▶ [WHAT YOU ARE ASKED TO DO]
The records below must be transcribed exactly. Do not include the pictures.

BEGIN INPUT MATERIAL

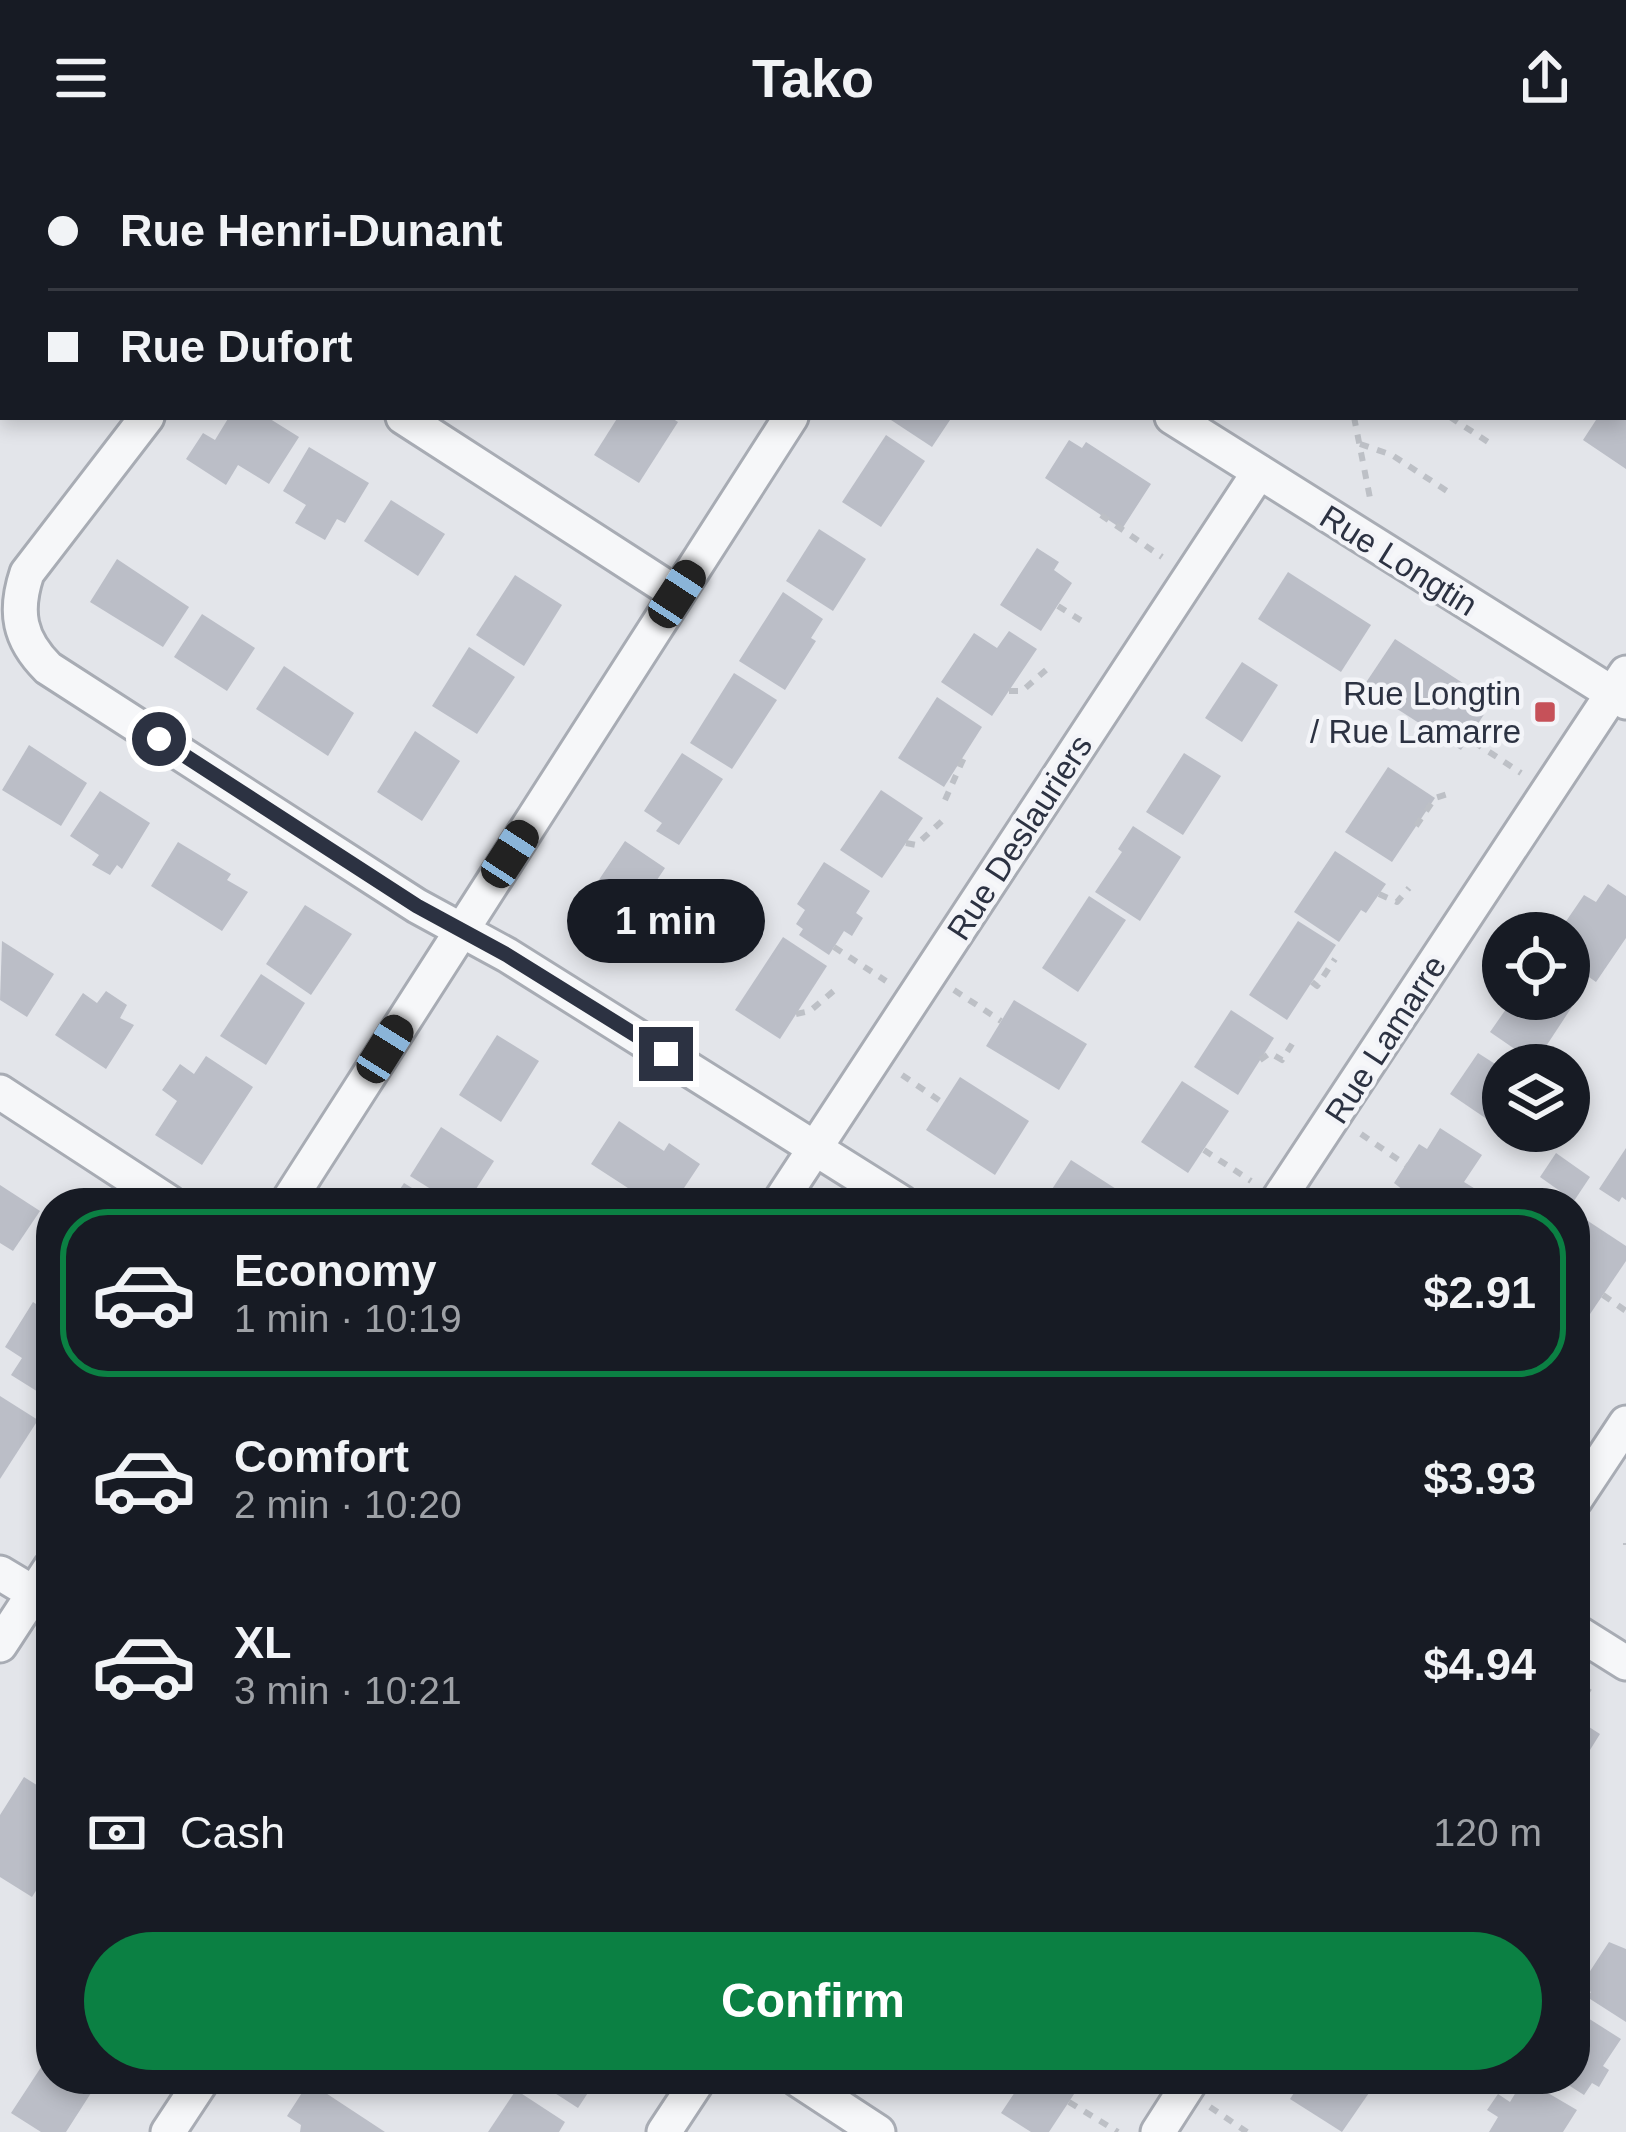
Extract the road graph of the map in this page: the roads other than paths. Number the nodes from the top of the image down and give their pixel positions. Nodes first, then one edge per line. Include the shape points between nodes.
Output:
1 (145, 420) edge
2 (408, 420) edge
3 (789, 420) edge
4 (1177, 420) edge
5 (1259, 472) junction
6 (677, 594) junction
7 (1622, 690) edge
8 (462, 930) junction
9 (0, 1092) edge
10 (816, 1147) junction
11 (147, 1188) edge
12 (297, 1188) edge
13 (789, 1188) edge
14 (879, 1188) edge
15 (1267, 1188) edge
16 (1626, 1423) edge
17 (1590, 1477) edge
18 (0, 1573) edge
19 (36, 1585) edge
20 (36, 1599) edge
21 (1590, 1640) edge
22 (0, 1645) edge
23 (1626, 1663) edge
24 (192, 2094) edge
25 (689, 2094) edge
26 (820, 2094) edge
27 (1198, 2094) edge
28 (168, 2132) edge
29 (664, 2132) edge
30 (878, 2132) edge
31 (1158, 2132) edge

1 - 8 street via 27,573 24,639 48,668
2 - 6 street
3 - 6 street
4 - 5 street, Rue Longtin
5 - 7 street, Rue Longtin
5 - 10 street, Rue Deslauriers
6 - 8 street
7 - 15 street, Rue Lamarre
8 - 10 street
8 - 12 street
9 - 11 street
10 - 13 street, Rue Deslauriers
10 - 14 street
16 - 17 street
18 - 19 street
20 - 22 street
21 - 23 street
24 - 28 street
25 - 29 street
26 - 30 street
27 - 31 street

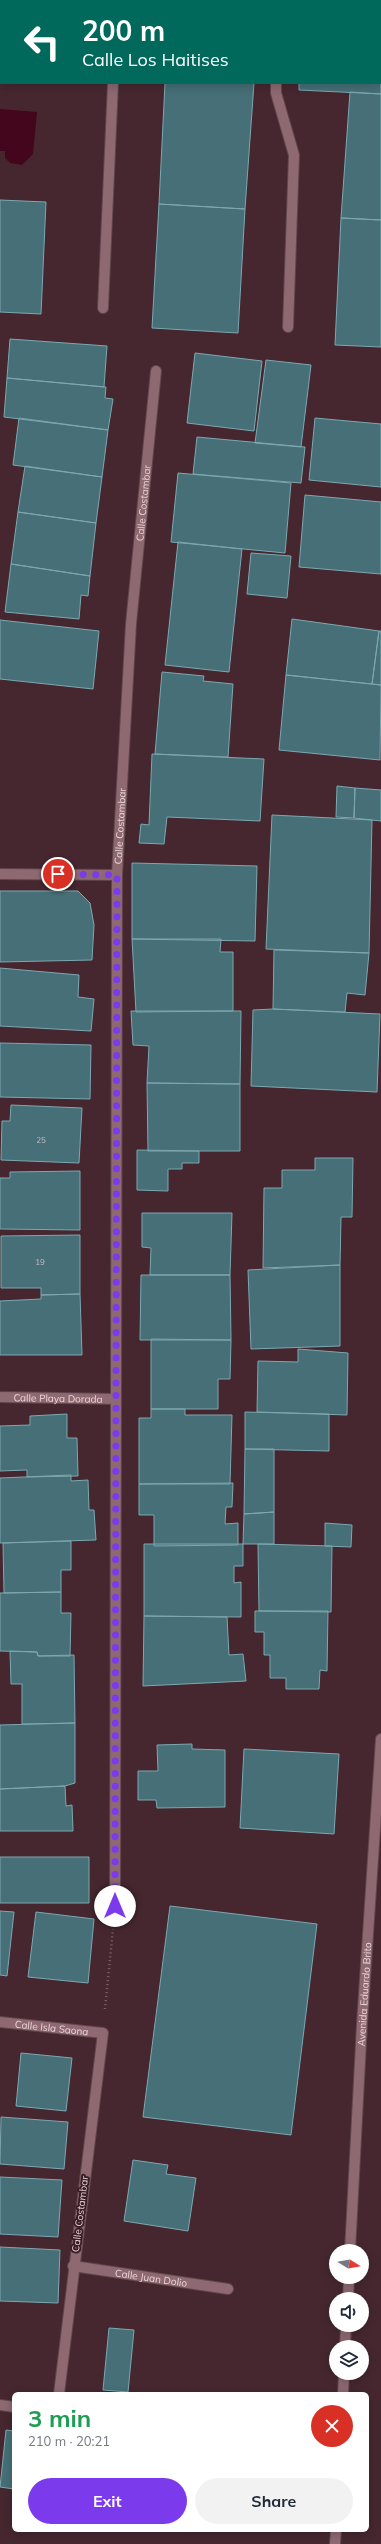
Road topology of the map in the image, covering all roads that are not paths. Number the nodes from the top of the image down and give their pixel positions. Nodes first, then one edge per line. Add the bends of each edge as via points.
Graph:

END INPUT MATERIAL

▶ [ANSWER FOR THE TASK]
Extract the road graph of the map in this page: the roads other than paths. Number the nodes from the top of the image down and give their pixel positions. Nodes first, then one edge per line. Include the shape points between nodes.
Output:
1 (145, 420) edge
2 (408, 420) edge
3 (789, 420) edge
4 (1177, 420) edge
5 (1259, 472) junction
6 (677, 594) junction
7 (1622, 690) edge
8 (462, 930) junction
9 (0, 1092) edge
10 (816, 1147) junction
11 (147, 1188) edge
12 (297, 1188) edge
13 (789, 1188) edge
14 (879, 1188) edge
15 (1267, 1188) edge
16 (1626, 1423) edge
17 (1590, 1477) edge
18 (0, 1573) edge
19 (36, 1585) edge
20 (36, 1599) edge
21 (1590, 1640) edge
22 (0, 1645) edge
23 (1626, 1663) edge
24 (192, 2094) edge
25 (689, 2094) edge
26 (820, 2094) edge
27 (1198, 2094) edge
28 (168, 2132) edge
29 (664, 2132) edge
30 (878, 2132) edge
31 (1158, 2132) edge

1 - 8 street via 27,573 24,639 48,668
2 - 6 street
3 - 6 street
4 - 5 street, Rue Longtin
5 - 7 street, Rue Longtin
5 - 10 street, Rue Deslauriers
6 - 8 street
7 - 15 street, Rue Lamarre
8 - 10 street
8 - 12 street
9 - 11 street
10 - 13 street, Rue Deslauriers
10 - 14 street
16 - 17 street
18 - 19 street
20 - 22 street
21 - 23 street
24 - 28 street
25 - 29 street
26 - 30 street
27 - 31 street

Road topology of the map in the image, covering all roads that are not paths. Number the nodes from the top of the image down and give their pixel positions. Nodes first, then one edge per line. Add the bends of each edge as via points.
Graph:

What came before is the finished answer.